The new iMac, which starts shipping today, will be Apples first computer to feature a CPU built by Intel. Up until now, Apple has used the PowerPC architecture developed in conjunction with Motorola and IBM to drive all of its iMac computers.
On the outside, the iMac G5 looks the same as before its a square, all-in-one design that features either a 17-inch or 20-inch LCD display. But under the hood its considerably faster, according to benchmarks that Apple CEO Steve Jobs put up on the screen during his keynote presentation to Macworld Expo attendees in San Francisco, Calif. on Tuesday.

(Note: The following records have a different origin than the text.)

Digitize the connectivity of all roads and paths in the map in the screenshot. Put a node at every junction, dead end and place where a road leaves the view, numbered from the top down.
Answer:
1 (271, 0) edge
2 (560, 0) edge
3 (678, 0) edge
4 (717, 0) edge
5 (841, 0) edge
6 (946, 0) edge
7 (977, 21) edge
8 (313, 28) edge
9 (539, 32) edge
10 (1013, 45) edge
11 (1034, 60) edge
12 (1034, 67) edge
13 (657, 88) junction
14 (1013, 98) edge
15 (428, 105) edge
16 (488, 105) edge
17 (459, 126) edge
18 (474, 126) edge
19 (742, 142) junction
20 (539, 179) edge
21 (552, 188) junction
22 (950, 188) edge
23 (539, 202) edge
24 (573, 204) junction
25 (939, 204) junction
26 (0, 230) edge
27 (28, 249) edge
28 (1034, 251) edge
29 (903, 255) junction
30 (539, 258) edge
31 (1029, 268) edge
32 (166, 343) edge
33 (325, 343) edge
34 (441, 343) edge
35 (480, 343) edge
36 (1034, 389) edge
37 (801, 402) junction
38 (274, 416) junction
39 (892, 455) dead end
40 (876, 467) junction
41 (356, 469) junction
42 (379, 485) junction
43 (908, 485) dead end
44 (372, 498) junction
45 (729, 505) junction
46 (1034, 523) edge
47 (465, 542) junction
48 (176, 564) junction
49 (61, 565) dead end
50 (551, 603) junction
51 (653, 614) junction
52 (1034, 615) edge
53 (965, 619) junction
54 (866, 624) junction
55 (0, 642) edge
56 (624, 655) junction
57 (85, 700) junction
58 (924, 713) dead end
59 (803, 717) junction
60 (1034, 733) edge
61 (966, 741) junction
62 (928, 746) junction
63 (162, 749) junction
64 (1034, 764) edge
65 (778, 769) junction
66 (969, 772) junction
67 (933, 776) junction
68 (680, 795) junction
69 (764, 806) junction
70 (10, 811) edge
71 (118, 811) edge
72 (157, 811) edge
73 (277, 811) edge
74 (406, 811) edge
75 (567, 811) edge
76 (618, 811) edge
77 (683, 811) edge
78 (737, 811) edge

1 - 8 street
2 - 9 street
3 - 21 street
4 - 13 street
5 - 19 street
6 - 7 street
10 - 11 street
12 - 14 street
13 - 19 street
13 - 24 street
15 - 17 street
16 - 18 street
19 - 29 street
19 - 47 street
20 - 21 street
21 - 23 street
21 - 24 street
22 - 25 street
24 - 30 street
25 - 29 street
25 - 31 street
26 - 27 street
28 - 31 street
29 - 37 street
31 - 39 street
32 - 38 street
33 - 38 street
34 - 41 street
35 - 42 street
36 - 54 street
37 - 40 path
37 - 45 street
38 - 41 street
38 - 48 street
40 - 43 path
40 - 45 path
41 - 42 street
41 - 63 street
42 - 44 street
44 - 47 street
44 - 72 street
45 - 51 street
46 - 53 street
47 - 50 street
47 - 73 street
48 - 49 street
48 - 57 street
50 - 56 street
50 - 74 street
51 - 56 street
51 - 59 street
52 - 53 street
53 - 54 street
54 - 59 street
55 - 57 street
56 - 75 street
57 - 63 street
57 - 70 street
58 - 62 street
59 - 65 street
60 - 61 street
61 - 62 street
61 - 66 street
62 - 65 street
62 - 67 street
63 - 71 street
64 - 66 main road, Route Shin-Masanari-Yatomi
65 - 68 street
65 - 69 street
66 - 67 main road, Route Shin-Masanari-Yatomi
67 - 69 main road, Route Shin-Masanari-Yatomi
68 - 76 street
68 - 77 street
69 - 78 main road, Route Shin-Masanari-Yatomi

The system features a built in iSight webcam, 8x SuperDrive optical drive capable of burning recordable DVD media, 512MB of 667MHz DDR2 SDRAM expandable to 2GB, hard drive storage capacity up to 500GB, and ATI Radeon X1600 PCI Express-based graphics with 128MB GDDR3 memory. Also standard is a wireless remote control that is held magnetically to the iMac when not in use that remote provides you with the ability to control music, pictures and movies using Front Row, an Apple application thats included on the iMac.

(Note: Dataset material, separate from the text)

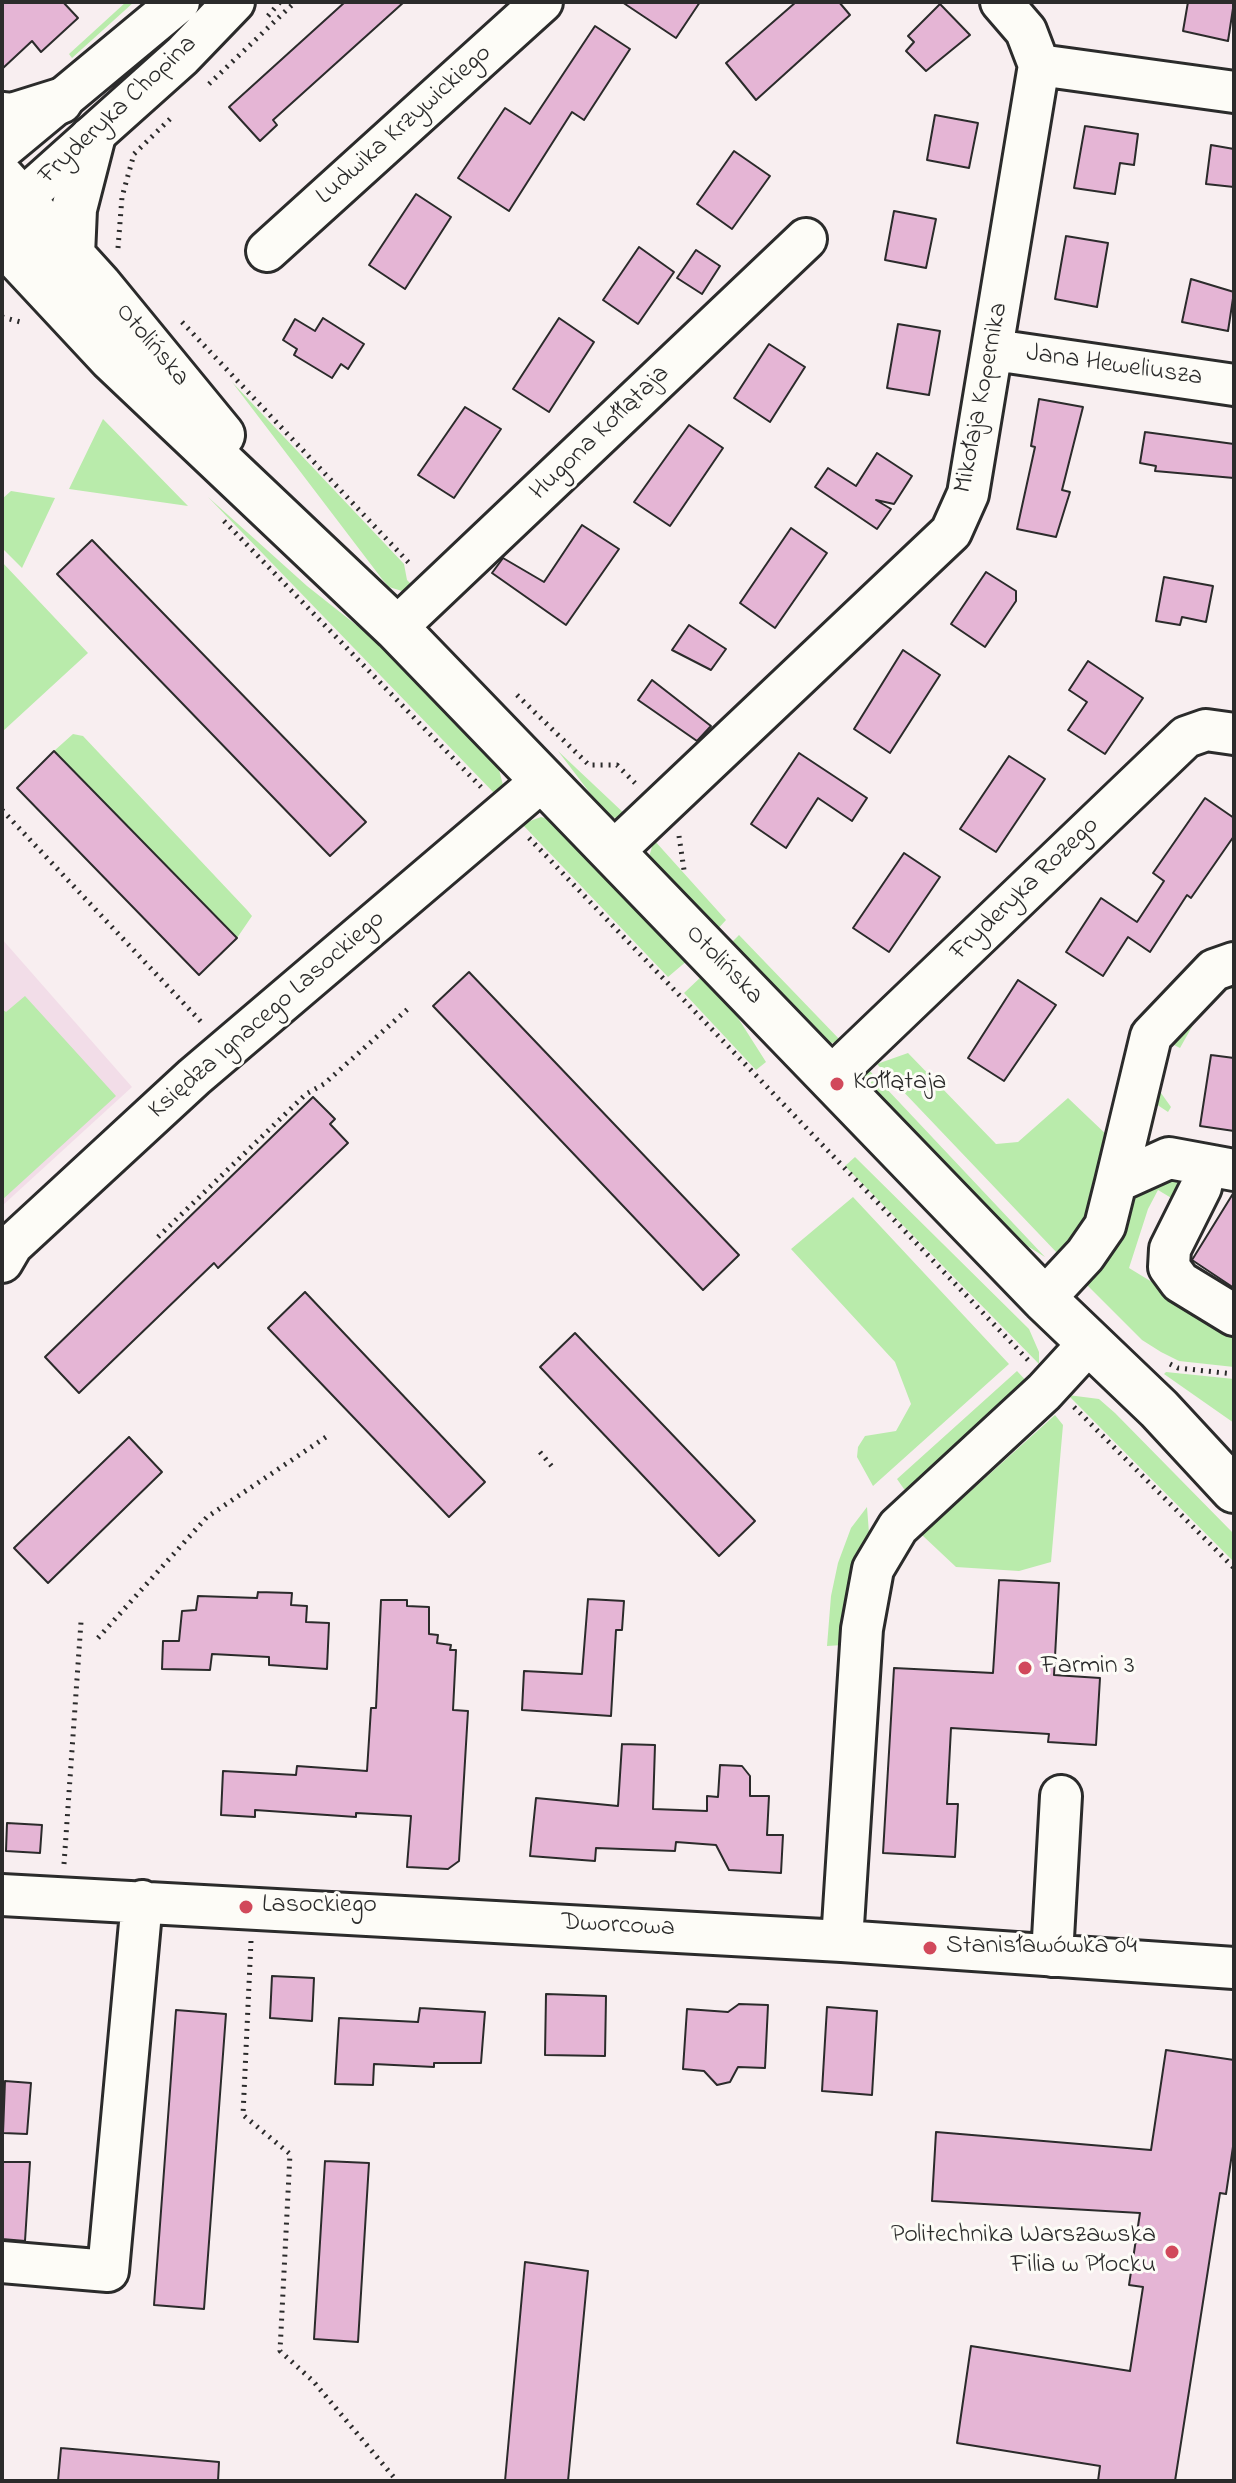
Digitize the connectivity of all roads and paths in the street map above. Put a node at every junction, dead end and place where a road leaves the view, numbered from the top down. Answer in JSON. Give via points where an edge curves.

(Excerpt) Read more at macworld.com ...
"Apple claims its newest iMac, which features Intels new Core Duo processor, is twice as fast as its predecessor."
Us PC users have known that for years...LOL
you can get blades that size, or run microATX motherboards in really small chassis. much smaller than the G5 and cooler running to boot...
besides, i'd say the mercedes was the Opteron, not the Yonah...
If you can give me something with as nice a design running OSX for under that price i'll buy it.
I'll put it this way: i put together a dual core Opteron based system w/ 2G of OCZ memory and 800Gb of SATA-II RAID for about $1299, in a really slick case.
It sings along happily w/ Fedora Core 4, and you *don't* pay a 20% performance penalty for running the Apple MACH microkernel underneath OSX.